Le rôle du juge judiciaire dans l'obligation de remise en état d'un site pollué
Par Pascale Pessoa
Juriste QSE
Alyzia Airport Services
Posté le: 11/03/2015 9:15
En l'espèce, la société Ancienne briqueterie de Limonest (ABL) était propriétaire d'un terrain sur lequel plusieurs sociétés filiales de Elf Aquitaine avaient exploité une installation classée pour la protection de l'environnement de stockage de déchets industriels. A la cessation de l'activité, les dites sociétés ont fait l'objet d'une liquidation judiciaire.
L'Agence de l'environnement et de la maîtrise de l'énergie (ADEME) ayant qualifié le terrain de dangereux suite à la cessation de l'activité, a fait procéder à une dépollution du site et a ensuite demandé le remboursement des sommes versées au propriétaire du site: la société ABL.
Celle-ci a assigné ABL en sa qualité de propriétaire du terrain pollué afin de se voir rembourser les sommes engagées pour la dépollution.
La société ABL assigne alors les sociétés exploitantes, leurs mandataires et leurs dirigeants devant la Tribunal de commerce et invoque l'obligation de remise en état du site des exploitants. Les sociétés exploitantes interjettent appel et soulèvent l'incompétence du Tribunal de commerce en raison du pouvoir de police du préfet en matière d'installations classées.
La Cour d'Appel de Lyon accueille le moyen soulevé par les sociétés quant à l'incompétence matérielle du Tribunal de commerce. En effet, elle rappelle qu'en vertu de l'article L 512-1 du Code de l'environnement, la compétence en matière de remise en état de sites suite à l'exploitation d'une installation classée relève du préfet et qu'en vertu de l'article 514-6 du même Code le contentieux est un contentieux de pleine juridiction relevant du Tribunal administratif.
La société ABL, propriétaire du site s'est pourvue en cassation, estimant que l'obligation découlait des relations contractuelles entre sociétés commerciales.

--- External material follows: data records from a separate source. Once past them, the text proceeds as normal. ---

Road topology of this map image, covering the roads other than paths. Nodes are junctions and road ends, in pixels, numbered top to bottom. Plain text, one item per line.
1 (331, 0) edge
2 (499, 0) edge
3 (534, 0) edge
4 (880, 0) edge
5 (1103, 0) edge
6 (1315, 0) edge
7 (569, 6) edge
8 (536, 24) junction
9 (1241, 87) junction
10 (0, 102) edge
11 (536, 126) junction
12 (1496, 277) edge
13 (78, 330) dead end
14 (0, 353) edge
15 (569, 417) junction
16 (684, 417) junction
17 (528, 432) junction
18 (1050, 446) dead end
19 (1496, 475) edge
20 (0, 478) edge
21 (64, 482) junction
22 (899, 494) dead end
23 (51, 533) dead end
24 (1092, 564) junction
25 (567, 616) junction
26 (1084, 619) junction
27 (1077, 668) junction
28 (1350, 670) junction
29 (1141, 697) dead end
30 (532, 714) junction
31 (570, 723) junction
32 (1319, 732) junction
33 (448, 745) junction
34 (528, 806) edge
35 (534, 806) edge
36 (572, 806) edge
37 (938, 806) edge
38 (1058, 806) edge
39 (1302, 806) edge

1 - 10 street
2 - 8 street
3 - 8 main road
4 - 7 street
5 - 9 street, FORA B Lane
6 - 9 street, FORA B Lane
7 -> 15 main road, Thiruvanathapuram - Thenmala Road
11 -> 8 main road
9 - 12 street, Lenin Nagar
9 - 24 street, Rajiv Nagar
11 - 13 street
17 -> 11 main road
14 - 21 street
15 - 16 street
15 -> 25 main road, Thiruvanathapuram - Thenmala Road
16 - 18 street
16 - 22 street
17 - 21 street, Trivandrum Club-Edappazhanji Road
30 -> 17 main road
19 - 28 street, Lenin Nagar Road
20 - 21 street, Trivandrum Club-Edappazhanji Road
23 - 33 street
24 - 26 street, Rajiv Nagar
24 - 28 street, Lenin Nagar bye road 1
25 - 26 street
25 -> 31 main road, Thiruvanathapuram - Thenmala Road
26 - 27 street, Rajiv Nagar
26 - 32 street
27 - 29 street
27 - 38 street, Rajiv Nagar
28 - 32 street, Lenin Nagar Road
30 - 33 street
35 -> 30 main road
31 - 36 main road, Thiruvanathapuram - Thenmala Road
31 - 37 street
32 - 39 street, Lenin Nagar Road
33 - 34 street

La Cour de Cassation se prononce dans un arrêt du 18 février 2015. Elle casse et annule l'arrêt rendu par la Cour d'Appel de Lyon au motif que le juge judiciaire est bien compétent pour se prononcer sur la responsabilité civile, en l'espèce contractuelle, d'une société exploitante d'une installation classée pour la protection de l'environnement.
En effet, elle considère que l'action en responsabilité visant à obtenir l'exécution en nature d'une obligation légale de dépollution d'un site suite à l'exploitation d'une ICPE relève de la compétence du juge judiciaire bien que le préfet ait un pouvoir de police en la matière.
Cette solution semble faire application des règles classiques de compétence matérielle des juridictions judiciaires. En effet, il y avait bien une relation contractuelle entre les sociétés opposées lors de ce litige, ce qui suppose la compétence du juge judiciaire et plus précisément, du Tribunal de commerce. Bien que la demande ait porté sur l'obligation de remise en état incombant à l'ancien exploitant d'un site ICPE, le litige n'opposait pas le dit exploitant à l'Administration, que ce soit le préfet au titre de la police des ICPE ou le maire au titre de la police des déchets. Effectivement, il opposait un propriétaire bailleur à son ancien locataire, sa qualité d'exploitant d'ICPE n'important pas dans le cadre du contrat qui les liait et de la responsabilité en découlant en vertu de l' article 1147 du Code civil.
Le Code de l'environnement réserve bien ces pouvoirs de police à l'Administration et le contentieux en découlant au juge administratif. Cependant, il convient de garder à l'esprit que le juge judiciaire a un rôle important à jouer en la matière puisqu'il est compétent aux fins de se prononcer sur la responsabilité civile qu'elle soit contractuelle ou délictuelle.
Notamment, en vertu des articles 1730 et 1732 du Code Civil, le preneur à bail répond « des dégradations ou des pertes qui arrivent durant sa jouissance » et « doit rendre la chose telle qu'il l'a reçue ».
Cette obligation contractuelle s'articule avec l'obligation légale de remise en état à la cessation de l'exploitation d'une installation classée pour la protection de l'environnement.
Il semble que le juge judiciaire ait un rôle important à jouer en matière de responsabilité du fait des pollutions, qu'elles résultent ou non de l'exploitation d'une installation classée, dont les pouvoirs de police sont attribués au préfet par le Code de l'environnement.
Bibliographie:
1ère Civ. 18 février 2015 N° de pourvoi: 13-28488 , Publié au bulletin
B. ROLLAND, « Qui est compétent pour statuer en matière de dépollution et de déchets ? » CA Lyon, chambre 3A, 31 octobre 2013, n° 11/03912 – Jurisdata n° 2013-025097.